Subject area Corporate social responsibility (CSR). Study level/applicability The Homegrown case is designed for teaching corporate social responsibility and business ethics at undergraduate and graduate levels. The case may be used on a variety of courses including: corporate social responsibility, business ethics and corporate social responsibility, and business ethics. Case overview In May 2003, the headline of the East African newspaper screamed “The Kenyan Horticultural Industry under fire.” The industry was accused of exploitative labor policies with respect to working conditions, workers' welfare, sexual harassment, and exposure to harmful pesticides by the key stakeholders led by the Kenya Human Rights Commission. The stakeholders had announced plans to conduct national and international campaigns against the flower growing and exporting companies in Kenya. Mr Richard Fox, the Managing Director of Homegrown was worried that the publicity had adversely tarnished the image and reputation of the horticultural industry in Kenya as a whole, including Homegrown. He wondered how best to respond to these allegations.
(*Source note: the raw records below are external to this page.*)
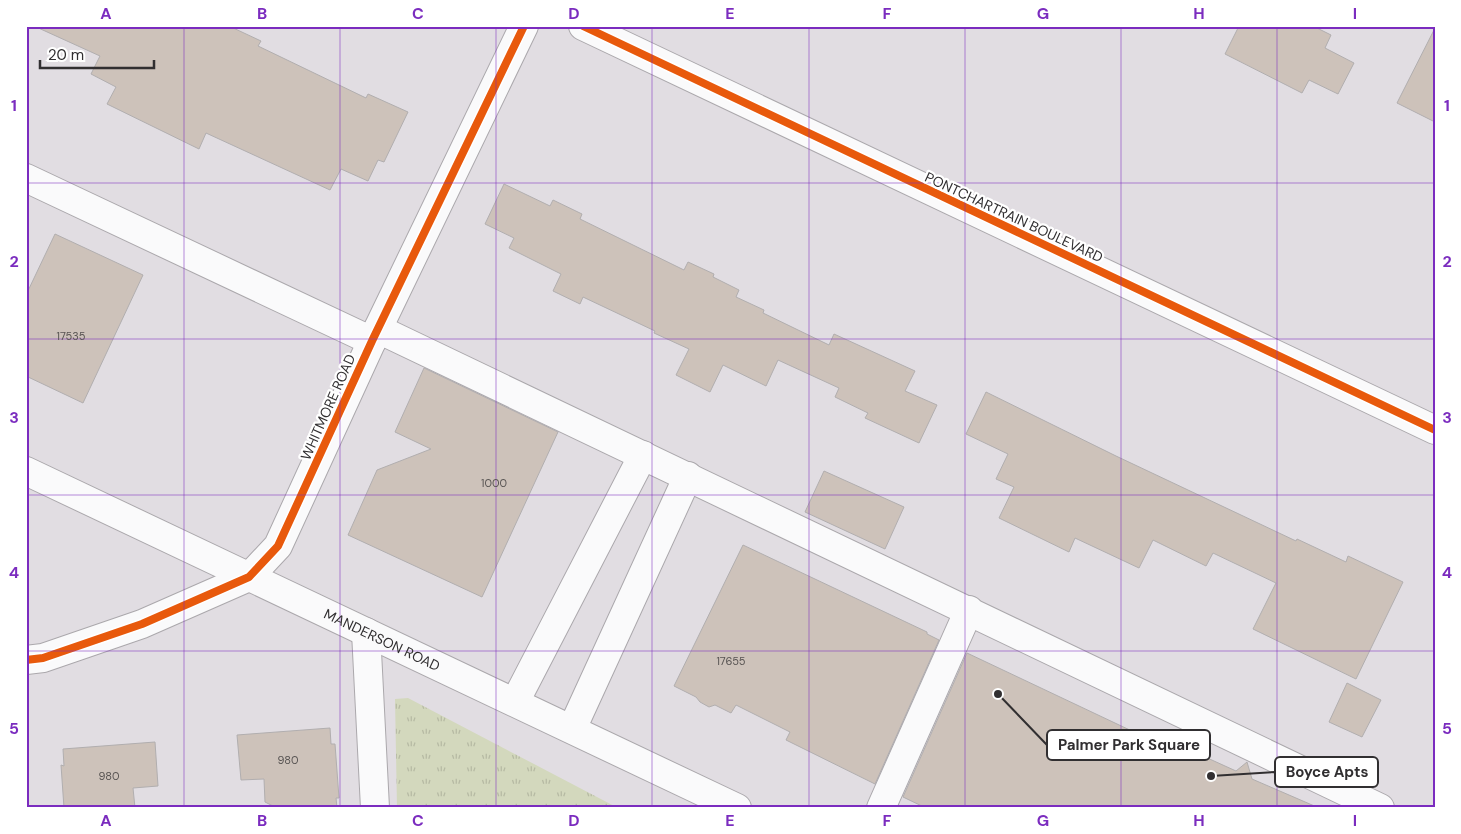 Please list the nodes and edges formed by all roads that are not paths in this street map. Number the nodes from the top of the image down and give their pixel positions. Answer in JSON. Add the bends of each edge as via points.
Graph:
{"nodes":[{"id":1,"x":524,"y":26,"type":"edge"},
{"id":2,"x":583,"y":26,"type":"edge"},
{"id":3,"x":26,"y":178,"type":"edge"},
{"id":4,"x":375,"y":335,"type":"junction"},
{"id":5,"x":1435,"y":430,"type":"edge"},
{"id":6,"x":643,"y":455,"type":"junction"},
{"id":7,"x":26,"y":471,"type":"edge"},
{"id":8,"x":688,"y":476,"type":"junction"},
{"id":9,"x":249,"y":577,"type":"junction"},
{"id":10,"x":968,"y":610,"type":"junction"},
{"id":11,"x":366,"y":632,"type":"junction"},
{"id":12,"x":26,"y":660,"type":"edge"},
{"id":13,"x":515,"y":702,"type":"junction"},
{"id":14,"x":572,"y":729,"type":"junction"},
{"id":15,"x":375,"y":808,"type":"edge"},
{"id":16,"x":737,"y":808,"type":"edge"},
{"id":17,"x":881,"y":808,"type":"edge"},
{"id":18,"x":1380,"y":808,"type":"edge"}],
"edges":[{"from":1,"to":4,"type":"street","name":"WHITMORE ROAD"},
{"from":2,"to":5,"type":"street","name":"PONTCHARTRAIN BOULEVARD"},
{"from":3,"to":4,"type":"street"},
{"from":4,"to":6,"type":"street"},
{"from":4,"to":9,"type":"street","name":"WHITMORE ROAD","via":[[278,546]]},
{"from":6,"to":8,"type":"street"},
{"from":6,"to":13,"type":"street"},
{"from":7,"to":9,"type":"street","name":"MANDERSON ROAD"},
{"from":8,"to":10,"type":"street"},
{"from":8,"to":14,"type":"street"},
{"from":9,"to":11,"type":"street","name":"MANDERSON ROAD"},
{"from":9,"to":12,"type":"street","name":"WHITMORE ROAD","via":[[142,624],[43,658]]},
{"from":10,"to":17,"type":"street"},
{"from":10,"to":18,"type":"street"},
{"from":11,"to":13,"type":"street","name":"MANDERSON ROAD"},
{"from":11,"to":15,"type":"street"},
{"from":13,"to":14,"type":"street","name":"MANDERSON ROAD"},
{"from":14,"to":16,"type":"street","name":"MANDERSON ROAD"}]}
Should Homegrown wait to see what the competitors and other stakeholders would do, as these were industry-wide problems or should Homegrown take the lead? And if so, what should be the scope of the programs, given the diverse nature of the issues? He had to make decision quickly. Expected learning outcomes The case provides opportunity for students to analyze, discuss, and debate topical issues in CSR. At the end of the case, students should be able to: identify emerging CSR and ethical issues facing the horticultural industry in Kenya; analyze the cost of implementing CSR programs in business organizations; evaluate the impact of CSR programs on business performance; justify and defend choices on CSR, and ethical decisions. Supplementary materials Not included.